ここで19.5度という表示は、現在の室温です。DIYしたエアコンリモコンは、HomeKitのheaterCoolerアクセサリとして実装しています。このアクセサリには、現在温度を取得する温度センサー(DHT20)がついていて、その温度が表示されているわけです。

画面をよく見ると、上方にも「温度センサ」のアイコンがあり、そこにも19.5度と表示されています。これもこのheaterCoolerアクセサリのセンサ値です。

なので、上の赤丸の部分のどちらをクリックしても、同じエアコンの操作パネルが表示されます。

HomeKitでは、温度センサを使って、温度設定に従ったオートメーションを作ることができます。でも、heaterCoolerアクセサリの温度センセは、オートメーションに組み込めないようです。選択肢に現れません。なお、エアコンがOn/Offになったら実行するオートメーションなら組めます。

なので、「部屋が寒くなったらエアコンをOnにする」というオートメーションを設定するためには、この部屋に、温度センサーアクセサリを追加する必要があります。でもESP32の基板には温度センサーが搭載されているので、これを活用したいと考えました。

ESP32基板搭載の温度湿度センサー

以前の記事で紹介したように、この赤外線リモコン基板には、温度湿度センサーDHT20が搭載されています。赤丸の部分の黒い部品です。

ESP32に組み込んだプログラムでは、

  1. 10秒ごとにDHT20のデータを読み、
  2. 値が変化していたらMQTTに新しい気温・湿度の値をパブリッシュし、
  3. また変化がなくても、5分に1回は最新の気温・湿度の値をパブリッシュしています。

なので、たとえばmosquito_subコマンドを使って、該当するトピックスのMQTTメッセージをサブスクライブすると、以下のように、温度と湿度の値がjson形式で得られます。

$ mosquitto_sub -t mqttthing/irNational/get -v
mqttthing/irNational/get {"temperature":19.5,"humidity":50}
mqttthing/irNational/get {"temperature":19.6,"humidity":50}
mqttthing/irNational/get {"temperature":19.5,"humidity":50}
mqttthing/irNational/get {"temperature":19.6,"humidity":50}
mqttthing/irNational/get {"temperature":19.5,"humidity":50}

パブリッシュされた温度センサー値は、Homebridgeが取得して、エアコンタイルの現在温度として表示しています。

これを行うために、HomebridgeのMQTTThingのエアコン設定に、

{
  "type": "heaterCooler",
  "name": "NationalAC",
  "topics": {
    "setActive": "mqttthing/irNational/set/Active",
    "getActive": "mqttthing/irNational/get/Active",
    "setCoolingThresholdTemperature": "mqttthing/irNational/set/CoolingThresholdTemperature",
    "getCurrentTemperature": "mqttthing/irNational/get$.temperature",
    "setHeatingThresholdTemperature": "mqttthing/irNational/set/HeatingThresholdTemperature",
    "setRotationSpeed": "mqttthing/irNational/set/RotationSpeed",
    "setTargetHeaterCoolerState": "mqttthing/irNational/set/TargetHeaterCoolerState",
    "setSwingMode": "mqttthing/irNational/set/SwingMode"
  },
  "accessory": "mqttthing"
},

のように書いてます。

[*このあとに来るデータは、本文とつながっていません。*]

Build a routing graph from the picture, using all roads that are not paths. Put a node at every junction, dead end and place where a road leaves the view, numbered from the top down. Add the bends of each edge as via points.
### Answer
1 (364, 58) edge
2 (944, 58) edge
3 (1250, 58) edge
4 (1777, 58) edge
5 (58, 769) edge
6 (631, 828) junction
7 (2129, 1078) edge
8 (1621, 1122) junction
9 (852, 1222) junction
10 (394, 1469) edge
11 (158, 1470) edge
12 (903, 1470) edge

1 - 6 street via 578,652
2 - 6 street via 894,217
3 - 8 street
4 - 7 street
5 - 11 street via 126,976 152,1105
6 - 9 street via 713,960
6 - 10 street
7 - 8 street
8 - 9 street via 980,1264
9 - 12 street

ハイライトしたgetCurrentTemperatureの行が、現在温度を取得するトピックとjsonの項目の指定です。$.temperatureは、json形式のtemperatureの項目を指定するMQTTThing独特の表記法です。

温度センサを増設

そこで、HomebridgeのMQTTThingの設定に、以下の項目を追加しました。これは、前述のMQTTメッセージで得られる温度情報を使用した、温度センサーアクセサリの定義です。

{
  "type": "temperatureSensor",
  "name": "NationalTemp",
  "topics": {
    "getCurrentTemperature": "mqttthing/irNational/get$.temperature"
  },
  "accessory": "mqttthing",
},

この結果、ホーム.appに、新しい温度センサー、NationalTempが現れました。実態は、その左隣にあるNationalACエアコンの温度センサーと同じものです。

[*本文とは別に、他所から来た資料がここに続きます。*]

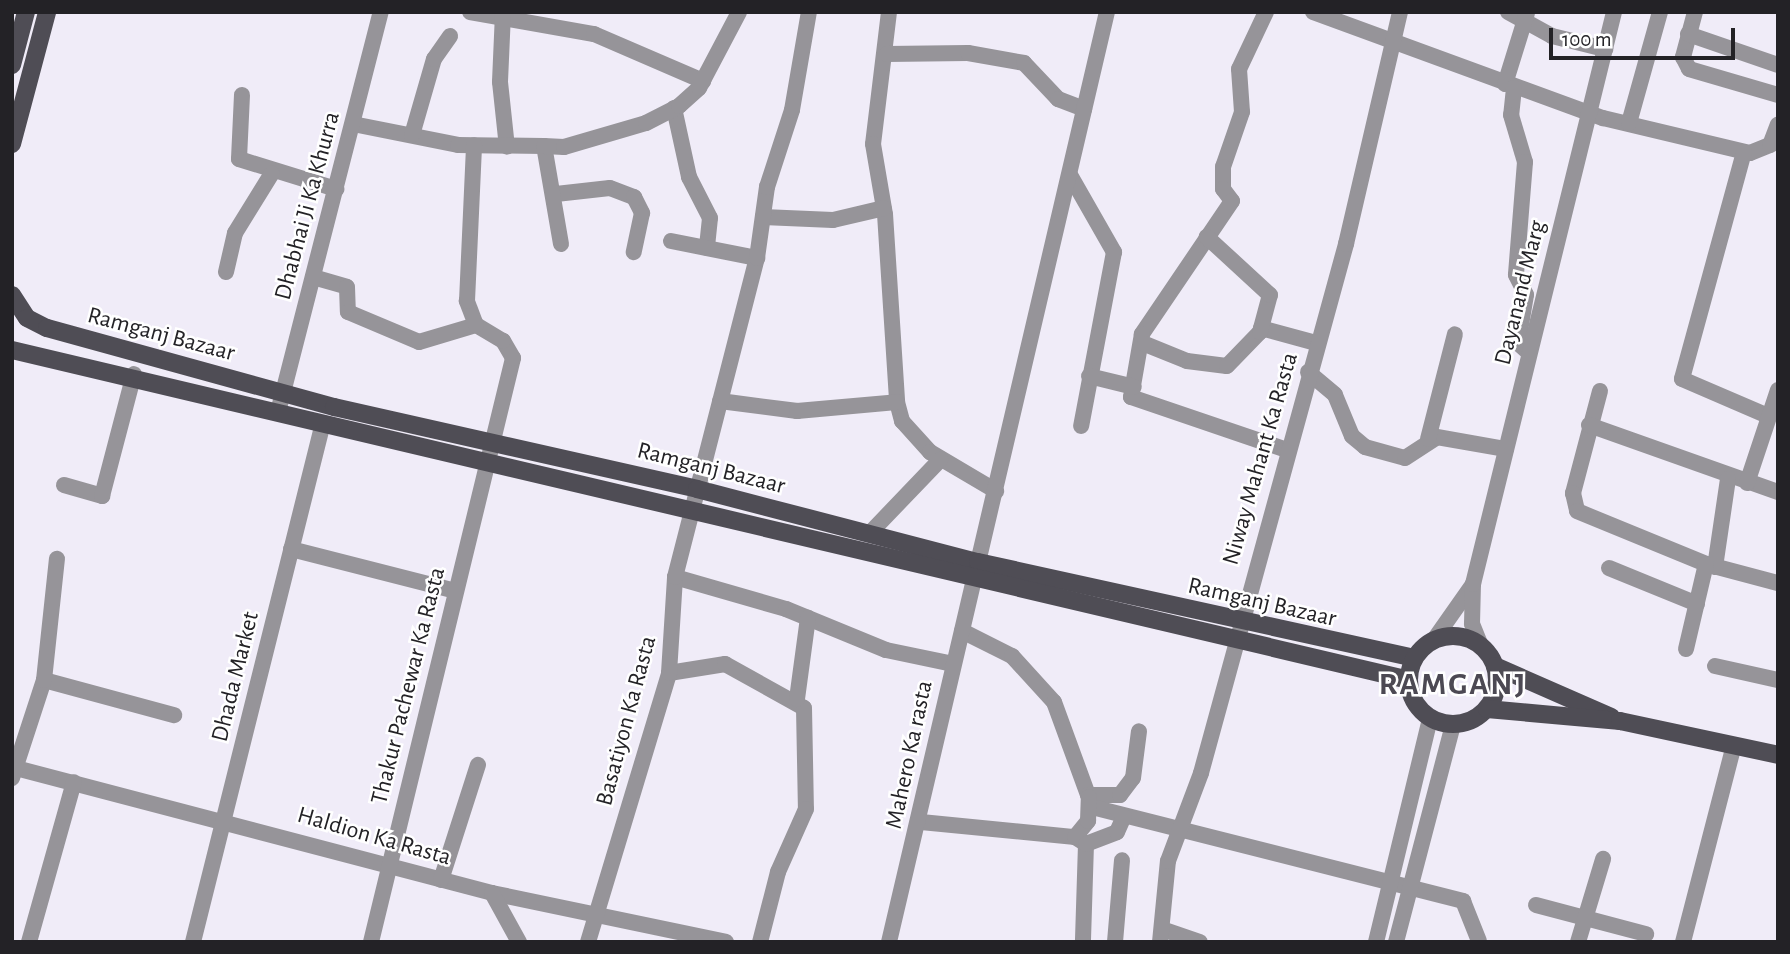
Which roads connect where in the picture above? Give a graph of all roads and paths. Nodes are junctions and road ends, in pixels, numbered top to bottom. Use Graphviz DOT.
graph roads {
  1 [pos="26,12"];
  2 [pos="47,12"];
  3 [pos="381,12"];
  4 [pos="470,12"];
  5 [pos="739,12"];
  6 [pos="809,12"];
  7 [pos="889,12"];
  8 [pos="1107,12"];
  9 [pos="1266,12"];
  10 [pos="1313,12"];
  11 [pos="1400,12"];
  12 [pos="1508,12"];
  13 [pos="1614,12"];
  14 [pos="1661,12"];
  15 [pos="1695,12"];
  16 [pos="503,17"];
  17 [pos="1526,17"];
  18 [pos="1689,34"];
  19 [pos="450,36"];
  20 [pos="1394,43"];
  21 [pos="1605,49"];
  22 [pos="887,54"];
  23 [pos="12,65"];
  24 [pos="1778,65"];
  25 [pos="703,81"];
  26 [pos="1509,86"];
  27 [pos="1778,95"];
  28 [pos="242,96"];
  29 [pos="674,108"];
  30 [pos="1084,109"];
  31 [pos="1588,114"];
  32 [pos="1629,123"];
  33 [pos="352,124"];
  34 [pos="1778,124"];
  35 [pos="412,135"];
  36 [pos="12,144"];
  37 [pos="474,145"];
  38 [pos="544,146"];
  39 [pos="507,147"];
  40 [pos="1744,152"];
  41 [pos="272,173"];
  42 [pos="1070,175"];
  43 [pos="336,189"];
  44 [pos="556,194"];
  45 [pos="884,208"];
  46 [pos="763,217"];
  47 [pos="1207,237"];
  48 [pos="671,241"];
  49 [pos="561,244"];
  50 [pos="707,248"];
  51 [pos="634,252"];
  52 [pos="757,258"];
  53 [pos="226,272"];
  54 [pos="313,276"];
  55 [pos="12,295"];
  56 [pos="476,325"];
  57 [pos="1262,328"];
  58 [pos="1455,334"];
  59 [pos="1316,343"];
  60 [pos="1145,344"];
  61 [pos="12,350"];
  62 [pos="1529,353"];
  63 [pos="1308,372"];
  64 [pos="134,374"];
  65 [pos="1089,376"];
  66 [pos="1134,387"];
  67 [pos="1778,390"];
  68 [pos="1600,391"];
  69 [pos="282,393"];
  70 [pos="720,401"];
  71 [pos="897,402"];
  72 [pos="278,412"];
  73 [pos="1768,416"];
  74 [pos="323,423"];
  75 [pos="1589,425"];
  76 [pos="1081,426"];
  77 [pos="1428,439"];
  78 [pos="493,442"];
  79 [pos="1506,449"];
  80 [pos="1287,450"];
  81 [pos="488,460"];
  82 [pos="940,460"];
  83 [pos="1728,479"];
  84 [pos="1747,483"];
  85 [pos="64,485"];
  86 [pos="697,489"];
  87 [pos="996,491"];
  88 [pos="1778,492"];
  89 [pos="692,509"];
  90 [pos="869,534"];
  91 [pos="291,549"];
  92 [pos="57,559"];
  93 [pos="1710,566"];
  94 [pos="1609,568"];
  95 [pos="977,570"];
  96 [pos="675,577"];
  97 [pos="1778,583"];
  98 [pos="1473,584"];
  99 [pos="456,591"];
  100 [pos="1697,604"];
  101 [pos="808,618"];
  102 [pos="1236,629"];
  103 [pos="962,632"];
  104 [pos="1433,641"];
  105 [pos="1481,646"];
  106 [pos="1686,649"];
  107 [pos="1414,659"];
  108 [pos="953,664"];
  109 [pos="1495,666"];
  110 [pos="1715,666"];
  111 [pos="669,673"];
  112 [pos="44,680"];
  113 [pos="1409,680"];
  114 [pos="1778,680"];
  115 [pos="797,699"];
  116 [pos="1486,709"];
  117 [pos="174,715"];
  118 [pos="1430,718"];
  119 [pos="1620,721"];
  120 [pos="1453,724"];
  121 [pos="1139,732"];
  122 [pos="1734,745"];
  123 [pos="1778,755"];
  124 [pos="478,765"];
  125 [pos="13,771"];
  126 [pos="74,782"];
  127 [pos="1090,801"];
  128 [pos="1124,816"];
  129 [pos="224,820"];
  130 [pos="921,822"];
  131 [pos="1181,831"];
  132 [pos="1081,841"];
  133 [pos="1603,859"];
  134 [pos="1122,860"];
  135 [pos="390,862"];
  136 [pos="441,880"];
  137 [pos="1391,882"];
  138 [pos="1409,887"];
  139 [pos="492,893"];
  140 [pos="1536,905"];
  141 [pos="596,914"];
  142 [pos="1585,917"];
  143 [pos="1646,934"];
  144 [pos="1161,936"];
  145 [pos="29,942"];
  146 [pos="193,942"];
  147 [pos="371,942"];
  148 [pos="519,942"];
  149 [pos="588,942"];
  150 [pos="726,942"];
  151 [pos="760,942"];
  152 [pos="889,942"];
  153 [pos="1083,942"];
  154 [pos="1115,942"];
  155 [pos="1200,942"];
  156 [pos="1376,942"];
  157 [pos="1396,942"];
  158 [pos="1480,942"];
  159 [pos="1578,942"];
  160 [pos="1683,942"];
  1 -- 23 [label="main road"];
  2 -- 36 [label="main road"];
  3 -- 33 [label="street, Dhabhai Ji Ka Khurra"];
  4 -- 16 [label="street"];
  5 -- 25 [label="street"];
  6 -- 46 [label="street, Basatiyon Ka Rasta"];
  7 -- 22 [label="street"];
  8 -- 30 [label="street, Mahero Ka rasta"];
  9 -- 47 [label="street"];
  10 -- 20 [label="street"];
  11 -- 20 [label="street, Niway Mahant Ka Rasta"];
  12 -- 17 [label="street"];
  13 -- 21 [label="street, Dayanand Marg"];
  14 -- 32 [label="street"];
  15 -- 18 [label="street"];
  16 -- 25 [label="street"];
  16 -- 39 [label="street"];
  17 -- 21 [label="street"];
  17 -- 26 [label="street"];
  18 -- 24 [label="street"];
  18 -- 27 [label="street"];
  19 -- 35 [label="street"];
  20 -- 26 [label="street"];
  20 -- 59 [label="street, Niway Mahant Ka Rasta"];
  21 -- 31 [label="street, Dayanand Marg"];
  22 -- 30 [label="street"];
  22 -- 45 [label="street"];
  25 -- 29 [label="street"];
  26 -- 31 [label="street"];
  26 -- 62 [label="street"];
  28 -- 41 [label="street"];
  29 -- 38 [label="street"];
  29 -- 50 [label="street"];
  30 -- 42 [label="street, Mahero Ka rasta"];
  31 -- 32 [label="street"];
  31 -- 62 [label="street, Dayanand Marg"];
  32 -- 40 [label="street"];
  33 -- 35 [label="street"];
  33 -- 43 [label="street, Dhabhai Ji Ka Khurra"];
  34 -- 40 [label="street"];
  35 -- 37 [label="street"];
  37 -- 39 [label="street"];
  37 -- 56 [label="street"];
  38 -- 39 [label="street"];
  38 -- 44 [label="street"];
  40 -- 73 [label="street"];
  41 -- 43 [label="street"];
  41 -- 53 [label="street"];
  42 -- 65 [label="street"];
  42 -- 87 [label="street, Mahero Ka rasta"];
  43 -- 54 [label="street, Dhabhai Ji Ka Khurra"];
  44 -- 49 [label="street"];
  44 -- 51 [label="street"];
  45 -- 46 [label="street"];
  45 -- 71 [label="street"];
  46 -- 52 [label="street, Basatiyon Ka Rasta"];
  47 -- 57 [label="street"];
  47 -- 60 [label="street"];
  48 -- 50 [label="street"];
  50 -- 52 [label="street"];
  52 -- 70 [label="street, Basatiyon Ka Rasta"];
  54 -- 56 [label="street"];
  54 -- 69 [label="street, Dhabhai Ji Ka Khurra"];
  55 -- 69 [label="main road, Ramganj Bazaar"];
  56 -- 78 [label="street, Thakur Pachewar Ka Rasta"];
  57 -- 59 [label="street"];
  57 -- 60 [label="street"];
  58 -- 77 [label="street"];
  59 -- 63 [label="street, Niway Mahant Ka Rasta"];
  60 -- 66 [label="street"];
  61 -- 64 [label="main road, Ramganj Bazaar"];
  62 -- 79 [label="street, Dayanand Marg"];
  63 -- 77 [label="street"];
  63 -- 80 [label="street, Niway Mahant Ka Rasta"];
  64 -- 72 [label="main road, Ramganj Bazaar"];
  64 -- 85 [label="street"];
  65 -- 66 [label="street"];
  65 -- 76 [label="street"];
  66 -- 80 [label="street"];
  67 -- 73 [label="street"];
  68 -- 75 [label="street"];
  69 -- 72 [label="street, Dhabhai Ji Ka Khurra"];
  69 -- 78 [label="main road, Ramganj Bazaar"];
  70 -- 71 [label="street"];
  70 -- 86 [label="street, Basatiyon Ka Rasta"];
  71 -- 82 [label="street"];
  72 -- 74 [label="main road, Ramganj Bazaar"];
  73 -- 84 [label="street"];
  74 -- 81 [label="main road, Ramganj Bazaar"];
  74 -- 91 [label="street, Dhada Market"];
  75 -- 83 [label="street"];
  75 -- 93 [label="street"];
  77 -- 79 [label="street"];
  78 -- 81 [label="street, Thakur Pachewar Ka Rasta"];
  78 -- 86 [label="main road, Ramganj Bazaar"];
  79 -- 98 [label="street, Dayanand Marg"];
  80 -- 102 [label="street, Niway Mahant Ka Rasta"];
  81 -- 89 [label="main road, Ramganj Bazaar"];
  81 -- 99 [label="street, Thakur Pachewar Ka Rasta"];
  82 -- 87 [label="street"];
  82 -- 90 [label="street"];
  83 -- 84 [label="street"];
  83 -- 93 [label="street"];
  84 -- 88 [label="street"];
  86 -- 89 [label="street, Basatiyon Ka Rasta"];
  86 -- 90 [label="main road, Ramganj Bazaar"];
  87 -- 95 [label="street, Mahero Ka rasta"];
  89 -- 95 [label="main road, Ramganj Bazaar"];
  89 -- 96 [label="street, Basatiyon Ka Rasta"];
  90 -- 95 [label="main road, Ramganj Bazaar"];
  91 -- 99 [label="street"];
  91 -- 129 [label="street, Dhada Market"];
  92 -- 112 [label="street"];
  93 -- 97 [label="street"];
  93 -- 100 [label="street"];
  94 -- 100 [label="street"];
  95 -- 102 [label="main road, Ramganj Bazaar"];
  95 -- 103 [label="street, Mahero Ka rasta"];
  96 -- 101 [label="street"];
  96 -- 111 [label="street, Basatiyon Ka Rasta"];
  98 -- 104 [label="street"];
  98 -- 105 [label="street"];
  99 -- 135 [label="street, Thakur Pachewar Ka Rasta"];
  100 -- 106 [label="street"];
  101 -- 108 [label="street"];
  101 -- 115 [label="street"];
  102 -- 107 [label="main road, Ramganj Bazaar"];
  102 -- 113 [label="main road, Ramganj Bazaar"];
  102 -- 131 [label="street, Niway Mahant Ka Rasta"];
  103 -- 108 [label="street, Mahero Ka rasta"];
  103 -- 127 [label="street"];
  104 -- 105 [label="main road"];
  104 -- 107 [label="main road"];
  105 -- 109 [label="main road"];
  107 -- 113 [label="main road"];
  108 -- 130 [label="street, Mahero Ka rasta"];
  109 -- 116 [label="main road"];
  109 -- 119 [label="main road"];
  110 -- 114 [label="street"];
  111 -- 115 [label="street"];
  111 -- 141 [label="street, Basatiyon Ka Rasta"];
  112 -- 117 [label="street"];
  112 -- 125 [label="street"];
  113 -- 118 [label="main road"];
  115 -- 151 [label="street"];
  116 -- 119 [label="main road"];
  116 -- 120 [label="main road"];
  118 -- 120 [label="main road"];
  118 -- 137 [label="street"];
  119 -- 122 [label="main road"];
  120 -- 138 [label="street"];
  121 -- 127 [label="street"];
  122 -- 123 [label="main road"];
  122 -- 160 [label="street"];
  124 -- 136 [label="street"];
  125 -- 126 [label="street, Haldion Ka Rasta"];
  126 -- 129 [label="street, Haldion Ka Rasta"];
  126 -- 145 [label="street"];
  127 -- 128 [label="street"];
  127 -- 132 [label="street"];
  128 -- 131 [label="street"];
  128 -- 132 [label="street"];
  129 -- 135 [label="street, Haldion Ka Rasta"];
  129 -- 146 [label="street, Dhada Market"];
  130 -- 132 [label="street"];
  130 -- 152 [label="street, Mahero Ka rasta"];
  131 -- 137 [label="street"];
  131 -- 144 [label="street, Niway Mahant Ka Rasta"];
  132 -- 153 [label="street"];
  133 -- 142 [label="street"];
  134 -- 154 [label="street"];
  135 -- 136 [label="street, Haldion Ka Rasta"];
  135 -- 147 [label="street, Thakur Pachewar Ka Rasta"];
  136 -- 139 [label="street, Haldion Ka Rasta"];
  137 -- 138 [label="street"];
  137 -- 156 [label="street"];
  138 -- 157 [label="street"];
  138 -- 158 [label="street"];
  139 -- 141 [label="street, Haldion Ka Rasta"];
  139 -- 148 [label="street"];
  140 -- 142 [label="street"];
  141 -- 149 [label="street, Basatiyon Ka Rasta"];
  141 -- 150 [label="street, Haldion Ka Rasta"];
  142 -- 143 [label="street"];
  142 -- 159 [label="street"];
  144 -- 155 [label="street"];
}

でも新設したアクセサリは、通常の温度センサーなので、温度をトリガーとしたオートメーションの設定が可能です。これで、たとえば室温が19.5度未満になったらエアコンをOnにするオートメーションが作れました。

ハードの追加も、ソフトの書き換えもなく、温度センサーが増やせて、お得な感じです。

湿度センサも追加

DHT20は、温度と同時に湿度も取得してます。ESP32のプログラムでは、これもMQTTメッセージとして流しています。なので、同様に湿度センサも作れます。Homebridgeの設定ファイルに、以下のように追加します。

{
  "type": "humiditySensor",
  "name": "NationalHumi",
  "topics": {
    "getCurrentRelativeHumidity": "mqttthing/irNational/get$.humidity"
  },
  "accessory": "mqttthing",
},

この結果、ホーム.appに、新しい温度センサー、NationalHumiが現れました。これも、オートメーションとして使えます。

まとめ

エアコン用に作った自作赤外リモコンの温度センサを利用して、温度センサーアクセサリの設定を行いました。これで温度をトリガーとしたHomeKitオートメーションが作れました。

heaterCoolerアクセサリの温度センサーが、オートメーションとして使えない仕様は、少し謎です。今回のような「寒く(暑く)なったらエアコンの暖房(冷房)を入れる」自動化は、heaterCoolerアクセサリが快適に動作していたら不要なので、オートメーション対象から外されているのかもしれません。ただ、温度をトリガーとしたオートメーションは、他にも使える可能性があると思いますので、もしかしたら将来のHomeKitでは、オートメーション可能になるかもしれません。